Tech view: 'Doji' pattern in Nifty daily charts now, should you be worried?

If the index makes a similar pattern post-US Fed outcome, then there is a possibility that the index would reverse some of the gains it made post-Budget.

Tech view: 'Doji' pattern in Nifty daily charts now, should you be worried?
NEW DELHI: After making a ‘Doji’ pattern on the weekly charts, the equity benchmark on Monday made the same pattern on the daily charts - hinting at indecisiveness among the bulls as well as the bears.

The indecisiveness or a rangebound movement in the index could be because of the forthcoming meeting of the US Federal Reserve over Tuesday and Wednesday. Till then, market participants would prefer to remain on the sidelines. A 'Doji' pattern looks like a cross or a plus sign.

If the index makes a similar pattern post-US Fed outcome, then there is a possibility that the index would reverse some of the gains it has made post-Budget 2016.

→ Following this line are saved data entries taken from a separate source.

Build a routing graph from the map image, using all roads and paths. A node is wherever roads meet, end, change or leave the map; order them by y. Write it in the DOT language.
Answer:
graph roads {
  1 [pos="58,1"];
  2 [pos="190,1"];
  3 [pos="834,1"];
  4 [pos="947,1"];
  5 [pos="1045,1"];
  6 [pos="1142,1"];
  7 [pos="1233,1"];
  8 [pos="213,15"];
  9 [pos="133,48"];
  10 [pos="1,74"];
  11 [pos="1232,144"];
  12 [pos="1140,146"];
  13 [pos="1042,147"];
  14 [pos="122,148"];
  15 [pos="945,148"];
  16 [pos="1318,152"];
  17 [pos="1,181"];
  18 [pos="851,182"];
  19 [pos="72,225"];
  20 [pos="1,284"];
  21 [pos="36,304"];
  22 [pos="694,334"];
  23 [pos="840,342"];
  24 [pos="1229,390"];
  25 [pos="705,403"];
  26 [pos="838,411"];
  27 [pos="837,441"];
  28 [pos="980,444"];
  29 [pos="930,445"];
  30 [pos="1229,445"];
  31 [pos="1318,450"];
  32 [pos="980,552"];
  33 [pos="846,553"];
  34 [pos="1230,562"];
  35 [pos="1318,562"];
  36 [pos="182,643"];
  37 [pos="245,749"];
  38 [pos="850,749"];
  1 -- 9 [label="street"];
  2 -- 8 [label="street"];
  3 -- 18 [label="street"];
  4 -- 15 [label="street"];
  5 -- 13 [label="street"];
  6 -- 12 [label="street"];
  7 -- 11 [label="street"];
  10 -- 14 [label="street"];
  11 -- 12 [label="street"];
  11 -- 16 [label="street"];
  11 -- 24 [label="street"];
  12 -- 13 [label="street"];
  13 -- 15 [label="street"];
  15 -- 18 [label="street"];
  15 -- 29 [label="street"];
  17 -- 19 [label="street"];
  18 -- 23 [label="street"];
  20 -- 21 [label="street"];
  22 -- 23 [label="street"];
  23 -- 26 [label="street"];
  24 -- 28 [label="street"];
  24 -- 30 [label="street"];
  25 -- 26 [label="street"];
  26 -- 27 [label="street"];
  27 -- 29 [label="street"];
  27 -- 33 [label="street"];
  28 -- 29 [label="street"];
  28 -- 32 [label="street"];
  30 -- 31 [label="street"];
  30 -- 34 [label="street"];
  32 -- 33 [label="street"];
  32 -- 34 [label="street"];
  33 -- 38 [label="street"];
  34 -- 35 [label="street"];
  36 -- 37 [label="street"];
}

The Nifty50 rose 73 points in intraday trade on Monday but it gave up most of its gains towards the end of the session and closed just 28 points higher at 7,538.75, which shows that neither the bulls nor the bears were able to dominate the market.

“In Monday's session, a ‘Doji’ was formed on the daily Japanese candlestick charts thereby suggesting that the market is indecisive and is consolidating. A Doji is said to occur when Nifty50 opening and closing prices are almost same,” said Vivek Gupta, CMT - Director Research, CapitalVia Global Research.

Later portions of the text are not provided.